Keywords: anticancer drug; cellular vehicle; confocal microscopy; dendrimer; drug delivery; hypoxia; nanotechnology.

Figure 1

Fluorescence emission spectra of AAF and AAF-G4.5-PEG. Abbreviation: PEG, polyethylene glycol.

Figure 2

pH-dependent viability of RAW264.7 macrophages. Cells were incubated for two hours at the indicated pH, and then assessed by the Trypan blue assay 48 hours later. Nontoxicity of 0.1 mM sodium cyanoborohydride in DMEM at pH 7.4 was confirmed. Note: Bar = SD. Abbreviations: DMEM, Dulbecco’s modified Eagle’s medium; SD, standard deviation.

Figure 3

Fluorescence microscopy images of macrophage–Qdot hybrids. A) Macrophage–T-Qdot: macrophages treated with sodium periodate, incubated with QD525 for four hours, and fixed; B) Macrophage–S-Qdot: macrophages treated with sodium periodate, incubated with QD525 for four hours, treated with sodium cyanoborohydride, and fixed. Notes: Original magnification, ×400; scale bar, 10 μm. Abbreviation: Qdot, quantum dot.

Figure 4

Confocal microscopy images of macrophage–Qdot hybrids at four hours (left panel) or 14 hours (right panel) post-treatment. A) QD525 incubated with untreated macrophages (control); B) Macrophage–T-Qdot hybrids; C) Macrophage–S-Qdot hybrids. Notes: Original magnification, ×630. Abbreviation: Qdot, quantum dot.

Figure 5

Confocal microscopy images of macrophage–dendrimer hybrids. A) Untreated macrophages incubated with AAF-G4.5-PEG for 10 minutes and fixed immediately (control); B) Macrophage–T-dendrimer hybrids fixed immediately following 10-minute incubation with AAF-G4.5-PEG; C) Macrophage–S-dendrimer hybrids fixed at 14 hours following treatment of sodium cyanoborohydride.
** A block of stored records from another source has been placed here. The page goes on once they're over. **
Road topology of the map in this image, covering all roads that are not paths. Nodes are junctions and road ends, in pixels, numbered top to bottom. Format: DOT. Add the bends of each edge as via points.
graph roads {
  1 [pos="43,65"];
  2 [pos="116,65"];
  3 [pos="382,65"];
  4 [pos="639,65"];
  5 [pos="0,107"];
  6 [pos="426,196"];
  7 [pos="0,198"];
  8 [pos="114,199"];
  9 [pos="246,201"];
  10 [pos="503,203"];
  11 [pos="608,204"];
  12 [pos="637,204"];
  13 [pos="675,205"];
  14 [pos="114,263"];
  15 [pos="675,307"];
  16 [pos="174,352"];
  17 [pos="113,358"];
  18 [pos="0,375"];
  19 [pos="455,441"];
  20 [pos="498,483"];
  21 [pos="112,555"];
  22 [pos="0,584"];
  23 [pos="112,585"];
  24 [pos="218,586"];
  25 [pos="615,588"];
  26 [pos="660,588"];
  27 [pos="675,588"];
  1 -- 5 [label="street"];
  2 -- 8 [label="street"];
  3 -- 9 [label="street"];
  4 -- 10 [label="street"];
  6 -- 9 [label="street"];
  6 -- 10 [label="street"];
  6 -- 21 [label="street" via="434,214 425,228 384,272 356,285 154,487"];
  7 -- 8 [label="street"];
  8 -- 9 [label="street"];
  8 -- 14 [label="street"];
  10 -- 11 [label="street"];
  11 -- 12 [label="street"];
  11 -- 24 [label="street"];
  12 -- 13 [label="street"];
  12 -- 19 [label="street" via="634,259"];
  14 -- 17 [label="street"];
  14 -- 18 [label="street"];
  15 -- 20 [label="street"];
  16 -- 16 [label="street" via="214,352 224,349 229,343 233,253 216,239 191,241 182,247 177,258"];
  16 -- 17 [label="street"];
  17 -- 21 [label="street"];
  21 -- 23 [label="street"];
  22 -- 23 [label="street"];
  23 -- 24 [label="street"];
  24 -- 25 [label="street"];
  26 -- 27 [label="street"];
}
Original magnification, ×630.

Figure 6

Colocalization assay of AAF-G4.5-PEG (green) with nuclei (blue) by confocal microscopy. A) Control 1: untreated macrophages incubated with AAF-G4.5-PEG for one minute, washed and cultured overnight (24 hours), then fixed and counterstained with DAPI; B) Control 2: untreated macrophages incubated with AAF-G4.5-PEG overnight (24 hours), then fixed and counterstained with DAPI; C) Macrophage–T-dendrimer hybrids: sodium periodate-treated macrophages incubated with AAF-G4.5-PEG for one minute, cultured overnight (24 hours), then fixed and counterstained with DAPI; D) Macrophage–S-dendrimer hybrids: sodium periodate-treated macrophages incubated with AAF-G4.5-PEG for one minute, treated with sodium cyanoborohydride, cultured overnight (24 hours), then fixed and counterstained with DAPI. Notes: Original magnification, ×630.

Figure 7

Quantitative analysis of the distribution of fluorescence intensity in representative cells. A) Control 1; B) Control 2; C) Macrophage–T-dendrimer hybrid; D) Macrophage–S-dendrimer hybrid. The treatment conditions are detailed in Figure 6. Notes: Original magnification, ×630.

Scheme 1

Hybridization of nanoparticles and macrophage through cell surface modification. Sialic acid residues on the cell surface are modified with sodium periodate to generate aldehydes. Aldehydes react with amine group of PEG conjugated to the nanoparticle surface to form Schiff bases. Schiff bases can be further reduced to stable secondary amine linkages using sodium cyanoborohydride. Abbreviation: PEG, polyethylene glycol.